6 Wanneer een vuur uitgaat, en vat de doornen, zodat de koornhoop verteerd wordt, of het staande koorn, of het veld; hij, die de brand heeft aangestoken, zal het volkomen wedergeven.
7 Wanneer iemand zijn naaste geld of vaten te bewaren geeft, en het wordt uit diens mans huis gestolen; indien de dief gevonden wordt, hij zal het dubbel wedergeven.
8 Indien de dief niet gevonden wordt, zo zal de heer des huizes tot de goden gebracht worden, of hij niet zijn hand aan zijns naasten have gelegd heeft.
9 Over alle zaak van onrecht, over een os, over een ezel, over klein vee, over kleding, over al het verlorene, hetwelk iemand zegt, dat het zijn is, beider zaak zal voor de goden komen; wien goden verwijzen, die zal het aan zijn naaste dubbel wedergeven.
10 Wanneer iemand aan zijn naaste een ezel, of os, of klein vee, of enig beest te bewaren geeft, en het sterft, of het wordt verzeerd, of weggedreven, dat het niemand ziet;
11 Zo zal des HEEREN eed tussen hen beiden zijn, of hij niet zijn hand aan zijns naasten have geslagen heeft; en derzelver heer zal dien aannemen; en hij zal het niet wedergeven.
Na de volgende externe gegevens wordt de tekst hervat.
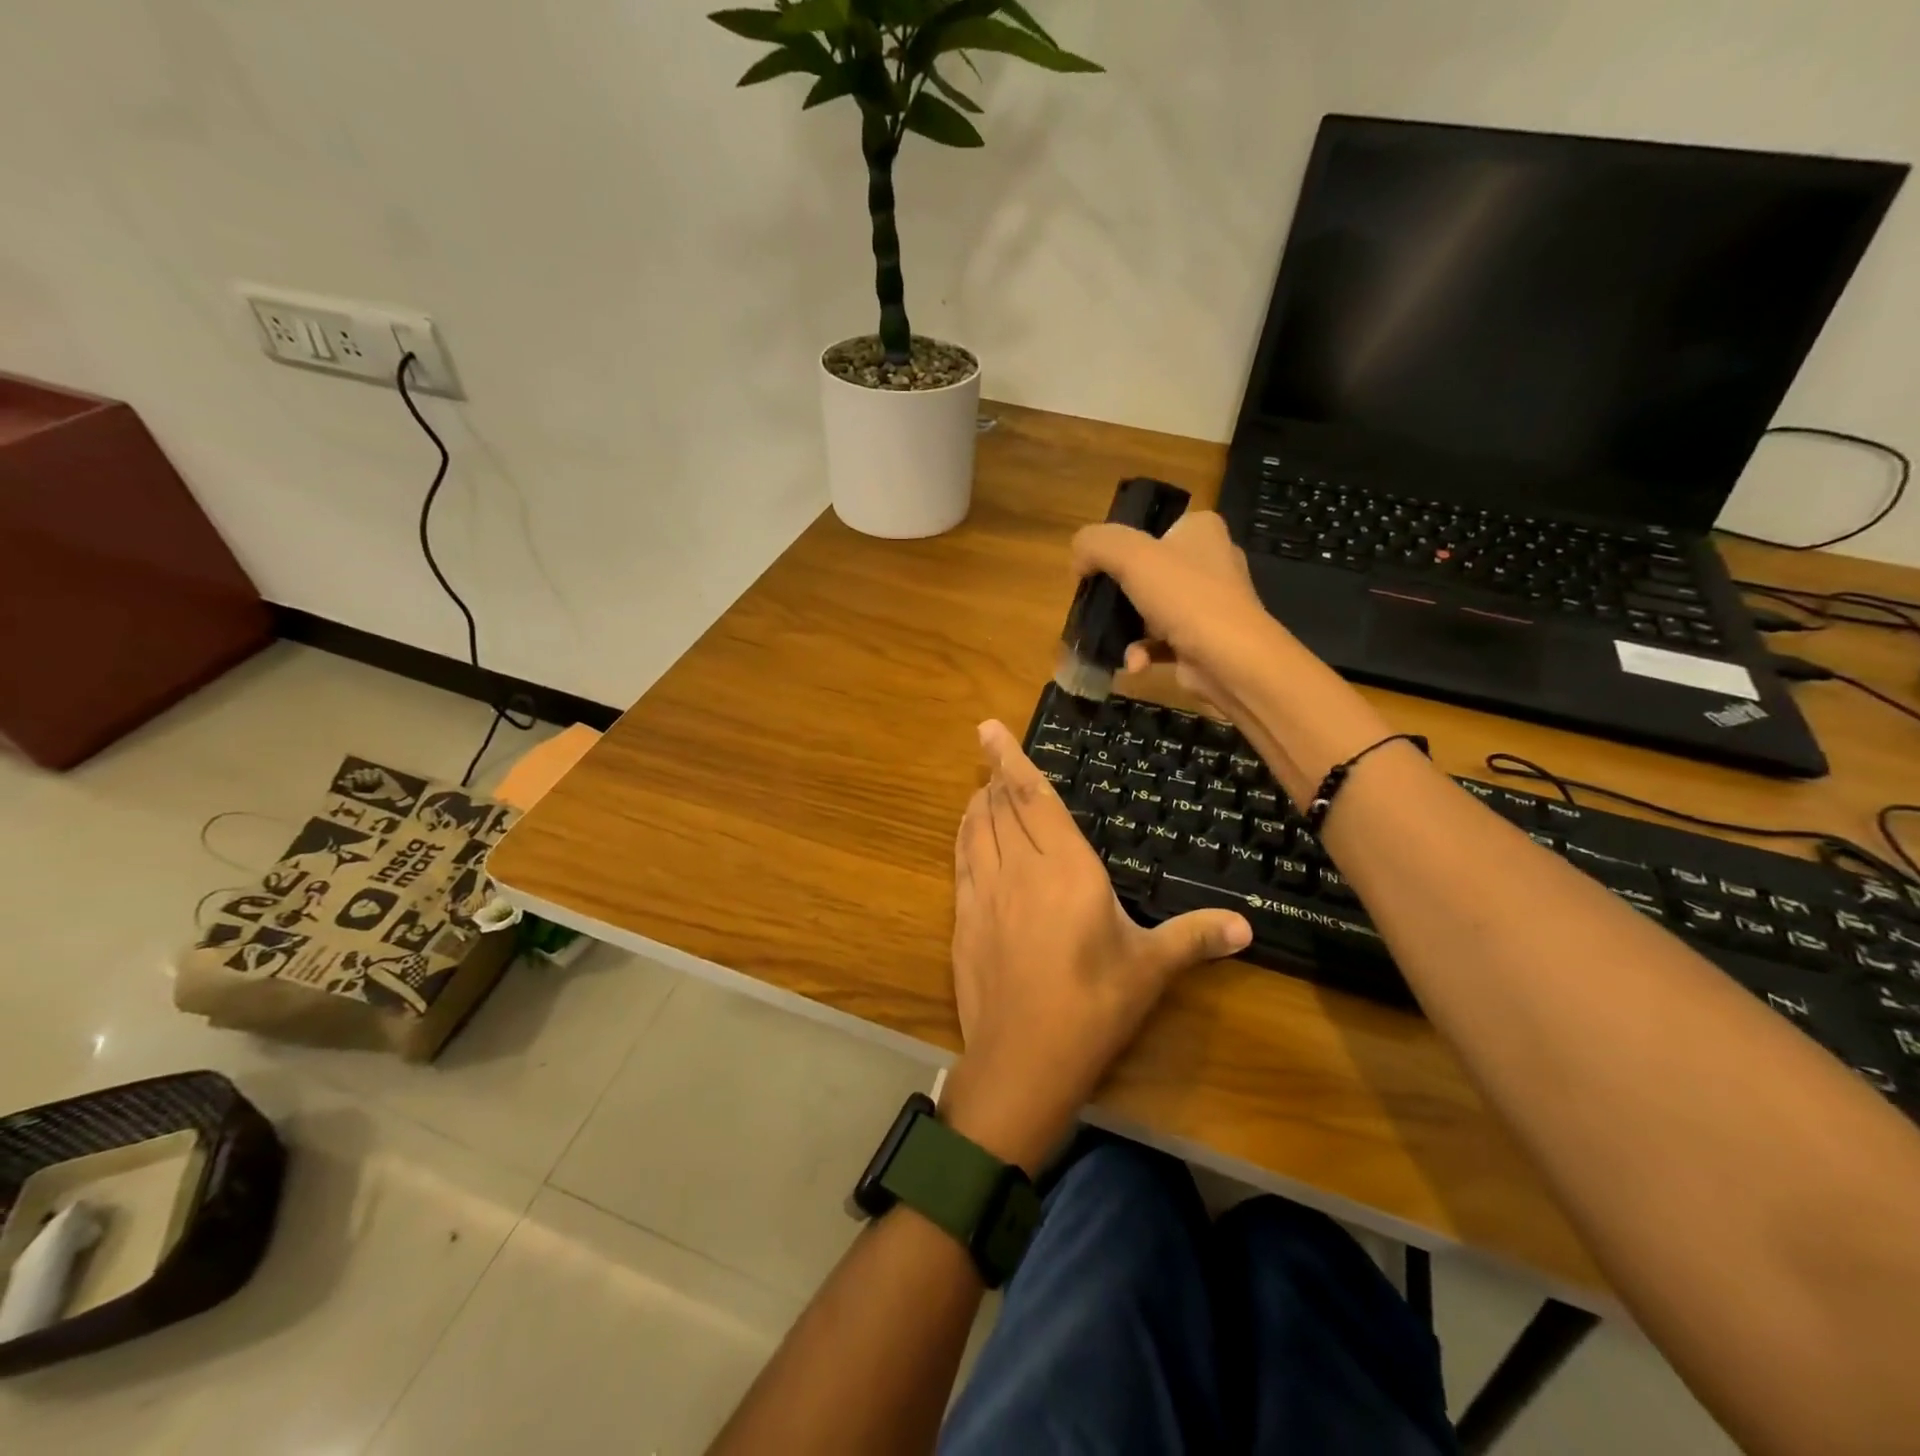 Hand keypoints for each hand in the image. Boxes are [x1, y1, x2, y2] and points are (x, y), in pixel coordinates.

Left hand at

12 Maar indien het van hem zekerlijk gestolen is, hij zal het zijn heer wedergeven.
13 Is het gewisselijk verscheurd, dat hij het brenge tot getuige, zo zal hij het verscheurde niet wedergeven.
14 En wanneer iemand van zijn naaste wat begeert, en het wordt beschadigd, of het sterft; zijn heer daar niet bij zijnde, zal hij het volkomen wedergeven.
15 Indien zijn heer daarbij geweest is, hij zal het niet wedergeven; indien het gehuurd is, zo is het voor zijn huur gekomen.
16 Wanneer nu iemand een maagd verlokt, die niet ondertrouwd is, en hij ligt bij haar, die zal haar zonder uitstel een bruidschat geven, dat zij hem ter vrouwe zij.
17 Indien haar vader ganselijk weigert haar aan hem te geven, zo zal hij geld geven naar den bruidschat der maagden.
18 De toveres zult gij niet laten leven.
19 Al wie bij een beest ligt, die zal zekerlijk gedood worden.
20 Wie de goden offert, behalve den HEERE alleen, die zal verbannen worden.
21 Gij zult ook den vreemdeling geen overlast doen, noch hem onderdrukken; want gij zijt vreemdelingen geweest in Egypteland.
22 Gij zult geen weduwe noch wees beledigen.
23 Indien gij hen enigszins beledigt, en indien zij enigszins tot Mij roepen, Ik zal hun geroep zekerlijk verhoren;
24 En Mijn toorn zal ontsteken, en Ik zal ulieden met het zwaard doden; en uw vrouwen zullen weduwen, en uw kinderen zullen wezen worden.
25 Indien gij Mijn volk, dat bij u arm is, geld leent, zo zult gij tegen hetzelve niet zijn, als een woekeraar; gij zult op hetzelve geen woeker leggen.
26 Indien gij enigszins uws naasten kleed te pand neemt, zo zult gij het hem wedergeven, eer de zon ondergaat;
27 Want dat alleen is zijn deksel, het is zijn kleed over zijn huid; waarin zou hij liggen? Het zal dan geschieden, wanneer hij tot Mij roept, dat Ik het zal horen; want Ik ben genadig!
28 De goden zult gij niet vloeken, en de oversten in uw volk zult gij niet lasteren.
29 Uw volheid en uw tranen zult gij niet uitstellen; den eerstgeborene uwer zonen zult gij Mij geven.
30 Desgelijks zult gij doen met uw ossen en met uw schapen; zeven dagen zullen zij bij hun moeder zijn, op den achtsten dag zult gij ze Mij geven.
31 Gij nu zult Mij heilige lieden zijn; daarom zult gij geen vlees eten, dat op het veld verscheurd is, en zult het den hond voorwerpen.